El rock del angelito
Si el rock no ha muerto es porque se aloja en el corazón de los sobrevivientes. Pero ya fue, no hay remedio. No es poco lo que logró ese ecléctico género musical durante algo más de medio siglo. Nacido en los barrios negros de Estados Unidos, alimentó la juventud del baile a partir de 1950, evolucionó, se globalizó y produjo infinidad de piezas y obras, hasta convertirse, como adelantara José Agustín, en la nueva música clásica.
Entre reuniones, tributos y recreaciones de los álbumes históricos, el rock ya usa atril y traje, y no pocas veces silla de ruedas. Su panteón es uno de los más poblados y adorados de la historia, como el del cine. La multitud de instrumentistas, cantantes, compositores y productores que alimentan al rocanrol habla de dos o tres generaciones ricas en genio, o al menos entusiasmo musical, escénico, literario y mediático. De hecho, confeccionó una renovación de los medios de comunicación, que la hizo global. The Beatles son el mejor ejemplo.
Pudo ser Sister Rosetta Tharpe, Muddy Waters o Little Richard el inventor de esa música híbrida e insaciable que sonorizó al mundo a lo largo de la segunda mitad del siglo XX y que todavía alcanzó a rasguñar el XXI, aunque ya lo traicionaban los reumas. Su construcción fue colectiva a gran escala, pero el carisma personal lo era todo.

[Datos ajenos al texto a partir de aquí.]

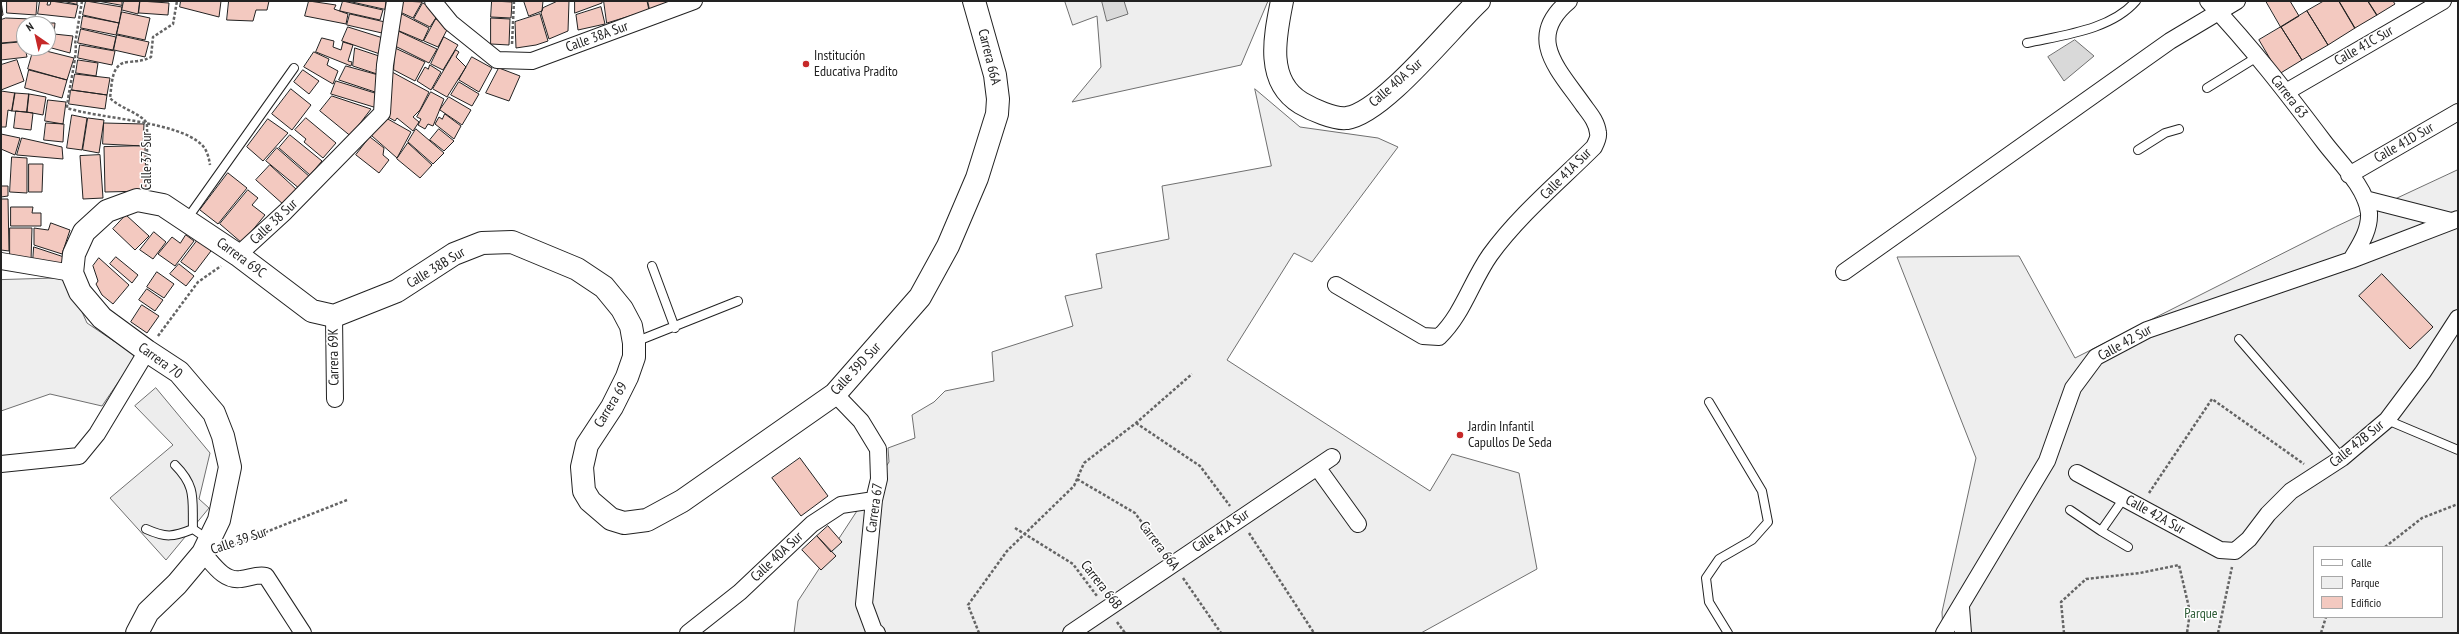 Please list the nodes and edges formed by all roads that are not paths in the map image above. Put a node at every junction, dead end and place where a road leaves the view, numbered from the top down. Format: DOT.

Inicial y predominantemente del ámbito anglosajón, en un espacio formidable y bífido entre Gran Bretaña y Estados Unidos, durante la década de los 70 se generalizó en el mundo, se blanqueó, se aprietó de vuelta y pronto comenzó a cantarse en otros idiomas. Electrizó al blues y se pobló de subgéneros, etiquetas, cofradías y genealogías a un nivel erudito y detallado. Las disqueras, el público masivo, la mercadotecnia y los azares de la fama rodearon el vasto corpus roquero, que tiene su canonizadora academia en el Salón de la Fama del Rocanrol, que no es sino el aguinaldo por los disco de oro y platino de sus héroes estrafalarios, pronto millonarios, tarde o temprano rutinarios.
En su origen trajo calistenia, sexo sugerido y diversión. Pronto se puso serio, trascendental y hasta mamón, y sobre todo bien pacheco. Qué era una tocada (aunque fuera de tocadiscos) sin un churro, un ácido (y pronto le dimos a cosas más duras, como cantara Dylan hacia 1965). Nos proporcionó profetas, mártires, modelos de conducta (generalmente mala) y apariencia, novios y novias platónicas. A decir de Jim Morrison, ellos podían cometer un asesinato o fundar una religión. Bowie advirtió que se podía ser un suicida del rocanrol. Atrajo a los marginados. Los poetas malditos llenaban teatros y pronto estadios.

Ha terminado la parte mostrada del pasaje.